***** Information given
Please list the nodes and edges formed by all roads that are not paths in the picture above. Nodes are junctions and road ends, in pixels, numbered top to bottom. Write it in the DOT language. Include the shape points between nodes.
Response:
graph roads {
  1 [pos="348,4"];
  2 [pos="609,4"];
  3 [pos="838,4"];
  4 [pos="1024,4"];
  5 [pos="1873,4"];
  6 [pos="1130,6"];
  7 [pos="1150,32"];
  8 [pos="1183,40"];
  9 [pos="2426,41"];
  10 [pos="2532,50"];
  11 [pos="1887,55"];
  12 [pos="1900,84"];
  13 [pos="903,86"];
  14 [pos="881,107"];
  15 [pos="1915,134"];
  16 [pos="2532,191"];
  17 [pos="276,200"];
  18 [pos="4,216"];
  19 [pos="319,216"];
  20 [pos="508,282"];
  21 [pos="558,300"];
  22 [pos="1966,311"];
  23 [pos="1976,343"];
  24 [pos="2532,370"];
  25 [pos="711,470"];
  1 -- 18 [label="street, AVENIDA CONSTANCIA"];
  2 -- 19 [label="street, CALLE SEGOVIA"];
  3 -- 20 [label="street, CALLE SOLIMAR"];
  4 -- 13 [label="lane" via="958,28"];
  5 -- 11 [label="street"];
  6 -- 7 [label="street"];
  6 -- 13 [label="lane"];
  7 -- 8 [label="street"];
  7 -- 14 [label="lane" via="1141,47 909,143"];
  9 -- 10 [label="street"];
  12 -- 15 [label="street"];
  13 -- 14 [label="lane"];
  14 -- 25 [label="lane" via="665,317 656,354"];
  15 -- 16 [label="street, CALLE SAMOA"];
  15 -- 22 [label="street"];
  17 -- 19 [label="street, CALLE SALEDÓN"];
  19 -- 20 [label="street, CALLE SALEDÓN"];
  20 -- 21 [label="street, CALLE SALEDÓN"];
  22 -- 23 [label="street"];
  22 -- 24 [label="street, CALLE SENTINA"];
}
**********
***** Information given
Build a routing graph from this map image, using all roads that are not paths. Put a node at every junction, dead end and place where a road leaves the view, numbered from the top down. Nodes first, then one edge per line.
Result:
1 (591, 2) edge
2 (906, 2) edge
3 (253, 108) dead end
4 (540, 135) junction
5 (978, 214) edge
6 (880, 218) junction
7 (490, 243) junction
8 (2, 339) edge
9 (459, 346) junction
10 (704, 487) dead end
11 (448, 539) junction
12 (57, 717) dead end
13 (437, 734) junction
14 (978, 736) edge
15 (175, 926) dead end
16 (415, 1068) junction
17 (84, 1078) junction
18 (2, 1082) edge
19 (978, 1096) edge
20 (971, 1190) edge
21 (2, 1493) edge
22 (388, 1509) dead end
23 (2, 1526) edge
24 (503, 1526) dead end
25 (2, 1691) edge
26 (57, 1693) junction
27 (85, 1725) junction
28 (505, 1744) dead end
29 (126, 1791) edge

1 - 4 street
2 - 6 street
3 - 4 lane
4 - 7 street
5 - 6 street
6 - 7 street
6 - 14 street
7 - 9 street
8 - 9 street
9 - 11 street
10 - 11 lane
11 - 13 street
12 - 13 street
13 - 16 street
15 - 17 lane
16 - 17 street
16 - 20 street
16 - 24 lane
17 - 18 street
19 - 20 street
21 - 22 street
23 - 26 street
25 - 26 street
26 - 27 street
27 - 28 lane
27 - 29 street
**********
***** Information given
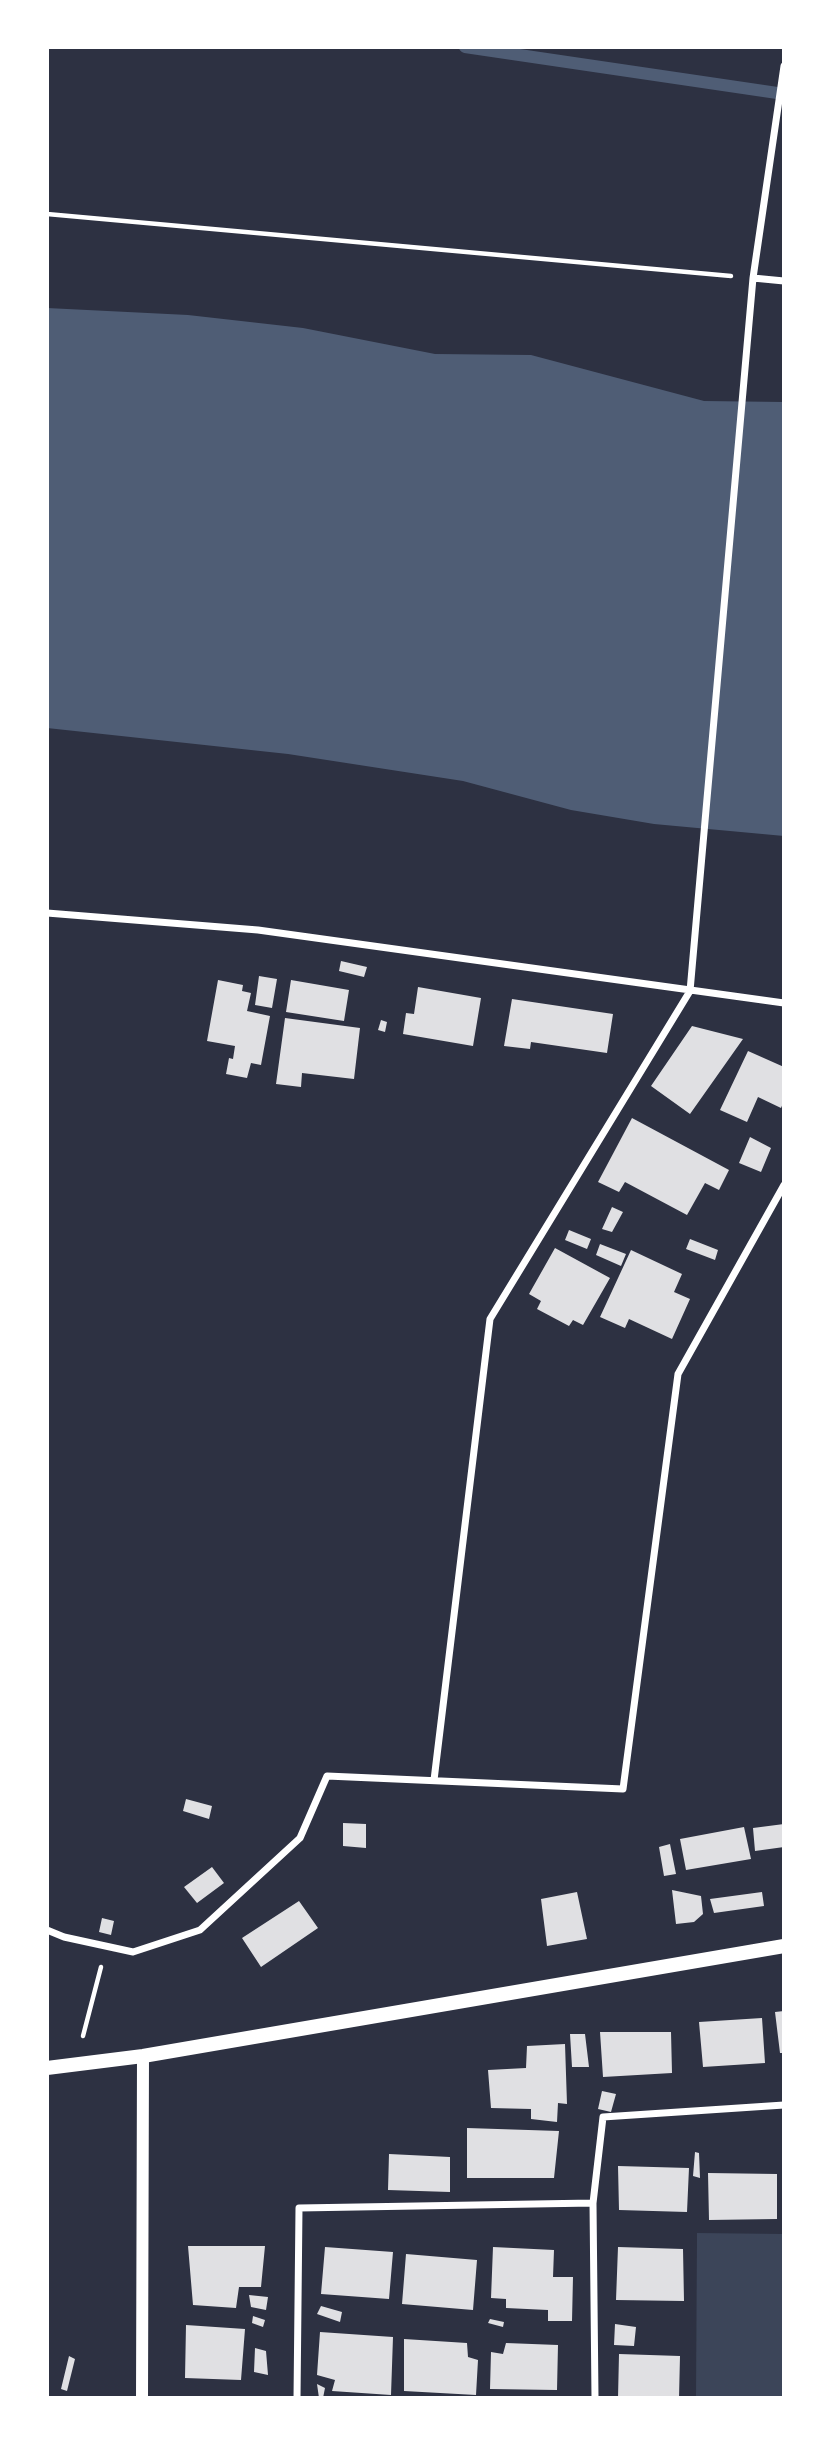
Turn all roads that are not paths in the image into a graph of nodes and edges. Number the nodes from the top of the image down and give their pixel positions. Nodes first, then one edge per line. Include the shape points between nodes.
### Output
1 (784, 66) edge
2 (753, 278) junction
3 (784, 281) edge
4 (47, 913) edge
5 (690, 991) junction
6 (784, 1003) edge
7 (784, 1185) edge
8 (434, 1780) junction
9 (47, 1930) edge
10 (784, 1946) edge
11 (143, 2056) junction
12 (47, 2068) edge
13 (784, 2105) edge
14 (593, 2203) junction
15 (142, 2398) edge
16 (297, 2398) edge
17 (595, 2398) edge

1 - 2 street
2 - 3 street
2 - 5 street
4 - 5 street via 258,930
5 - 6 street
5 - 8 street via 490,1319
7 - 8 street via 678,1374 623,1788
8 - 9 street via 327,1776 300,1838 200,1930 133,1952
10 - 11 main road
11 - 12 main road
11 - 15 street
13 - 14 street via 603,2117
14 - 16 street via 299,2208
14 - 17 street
**********
*What you need to do:* Reproduce every line of the records containing the string "first".

*Solved exercise:*
Build a routing graph from this map image, using all roads that are not paths. Put a node at every junction, dead end and place where a road leaves the view, numbered from the top down. Nodes first, then one edge per line.
Turn all roads that are not paths in the image into a graph of nodes and edges. Number the nodes from the top of the image down and give their pixel positions. Nodes first, then one edge per line. Include the shape points between nodes.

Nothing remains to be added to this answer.